* **What is expected**
Look for "Northeast" in each line of the entries, and return the matching lines.

* **Dataset records**
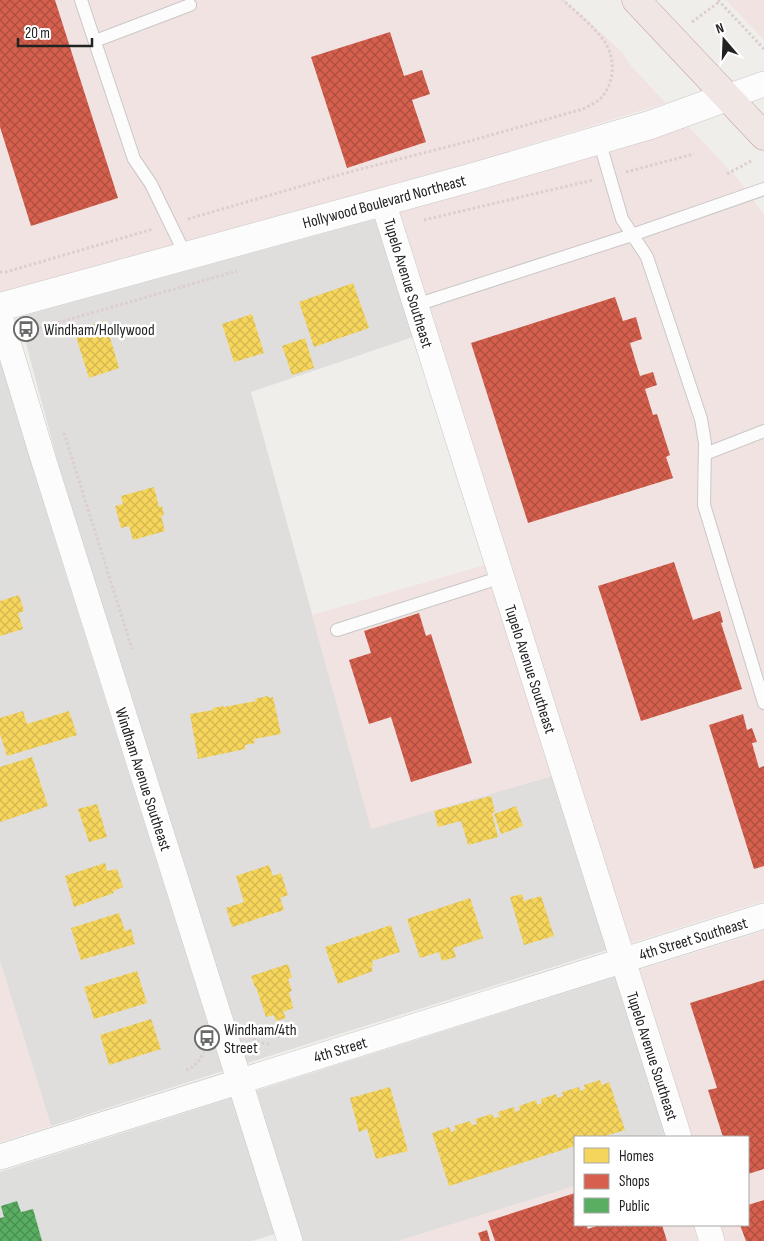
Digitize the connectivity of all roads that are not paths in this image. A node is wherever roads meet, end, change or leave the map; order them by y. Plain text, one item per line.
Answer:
1 (81, 0) edge
2 (636, 0) edge
3 (190, 5) dead end
4 (95, 40) junction
5 (764, 84) edge
6 (727, 97) junction
7 (599, 140) junction
8 (760, 147) edge
9 (764, 189) edge
10 (383, 202) junction
11 (632, 235) junction
12 (186, 256) junction
13 (416, 304) junction
14 (0, 307) edge
15 (3, 327) edge
16 (764, 431) edge
17 (705, 454) junction
18 (502, 577) junction
19 (337, 630) dead end
20 (764, 702) edge
21 (764, 916) edge
22 (623, 960) junction
23 (239, 1081) junction
24 (679, 1136) edge
25 (0, 1157) edge
26 (706, 1226) edge
27 (290, 1241) edge
28 (712, 1241) edge

1 - 4 lane
2 - 6 highway
3 - 4 lane
4 - 12 lane
5 - 6 street, Hollywood Boulevard Northeast
6 - 7 street, Hollywood Boulevard Northeast
6 - 8 highway
7 - 10 street, Hollywood Boulevard Northeast
7 - 11 lane
9 - 11 lane
10 - 12 street, Hollywood Boulevard Northeast
10 - 13 street, Tupelo Avenue Southeast
11 - 13 lane
11 - 17 lane
12 - 14 street, Hollywood Boulevard Northeast
13 - 18 street, Tupelo Avenue Southeast
15 - 23 street, Windham Avenue Southeast
16 - 17 lane
17 - 20 lane
18 - 19 lane
18 - 22 street, Tupelo Avenue Southeast
21 - 22 street, 4th Street Southeast
22 - 23 street, 4th Street
22 - 24 street, Tupelo Avenue Southeast
23 - 25 street, 4th Street
23 - 27 street, Windham Avenue Southeast
26 - 28 street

* **Response to this task**
5 - 6 street, Hollywood Boulevard Northeast
6 - 7 street, Hollywood Boulevard Northeast
7 - 10 street, Hollywood Boulevard Northeast
10 - 12 street, Hollywood Boulevard Northeast
12 - 14 street, Hollywood Boulevard Northeast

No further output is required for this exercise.